Each plot shows baseline scenario with no CDR (solid line), afforestation CDR scenario (dotted line), and bioenergy CDR scenario (dashed line). Scenarios are described in the text. In the afforestation case, carbon removed from the atmosphere is added to the vegetation pool in the model. In the bioenergy case, carbon removed from the atmosphere is taken out of the system.

CDR: CO₂ removal.

Figure 4.  CO₂ fluxes to and from the atmosphere in (A) baseline scenario with no CO₂ removal, (B) afforestation CO₂ removal scenario and (C) bioenergy CO₂ removal scenario.

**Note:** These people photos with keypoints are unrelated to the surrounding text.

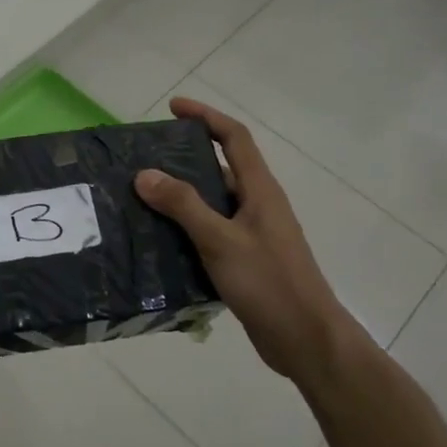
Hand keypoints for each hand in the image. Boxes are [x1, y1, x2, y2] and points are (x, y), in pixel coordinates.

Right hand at [134, 99, 347, 379]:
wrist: (305, 339)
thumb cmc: (269, 283)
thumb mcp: (221, 241)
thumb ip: (184, 206)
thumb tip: (145, 174)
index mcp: (260, 190)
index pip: (235, 138)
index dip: (206, 116)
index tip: (174, 107)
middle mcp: (258, 205)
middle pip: (221, 167)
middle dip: (185, 157)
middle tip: (146, 158)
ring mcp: (253, 234)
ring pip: (214, 202)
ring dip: (182, 195)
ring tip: (142, 196)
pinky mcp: (245, 260)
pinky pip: (211, 231)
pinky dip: (186, 228)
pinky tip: (159, 240)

Total emissions is fossil fuel burning plus land use change (identical in all three cases). Natural sinks is land sink plus ocean sink (a dynamic response of the model). CDR is the prescribed scenarios. Total removal is natural sinks plus CDR. When total removal matches total emissions, atmospheric CO₂ concentration is stabilized; when total removal exceeds total emissions, atmospheric CO₂ concentration is lowered.

CDR: CO₂ removal.

The global carbon cycle is currently perturbed by human fossil fuel burning and land use change activities, with atmospheric CO₂ concentration rising (at ∼2 ppm yr^-1) and carbon also accumulating in the ocean and on land [1]. In order to minimize the risk of dangerous climate change, as enshrined in Article 2 of the UN’s Framework Convention on Climate Change (UNFCCC), the rise of atmospheric CO₂ must be halted and potentially reversed. In simple terms, stabilizing CO₂ concentration demands that sinks match sources, and lowering CO₂ concentration demands that sinks exceed sources (Figure 1). The accepted policy approach to achieving stabilization is to rapidly reduce CO₂ emissions to match natural (i.e., land and ocean) sinks, and then to slowly reduce CO₂ emissions to zero, at the same rate that natural sinks decay. This should maintain an approximately constant CO₂ concentration followed by a stabilization of global warming. However, once the necessary rapid reductions in CO₂ emissions are underway, a safer strategy would be to carry on until they are eliminated, thus limiting the cumulative carbon emission. This will result in a ‘peak then slow decline’ of atmospheric CO₂ concentration, with the cumulative carbon emission determining the corresponding peak in global temperature, termed the ‘cumulative warming commitment’ [2]. Either way, we face an immediate and profound collective challenge to transform the current exponential increase in CO₂ emissions (∼2% yr^-1 over the past 25 years [3] and >3% yr^-1 over the past decade [1]) into a comparable or greater rate of decrease in CO₂ emissions. This transition must start soon and be completed within decades, if global warming is to be restricted to less than 2°C above preindustrial levels [2,4,5]. Already it demands rates of technological and economic change that may simply be unachievable [3]. So, what else can we do?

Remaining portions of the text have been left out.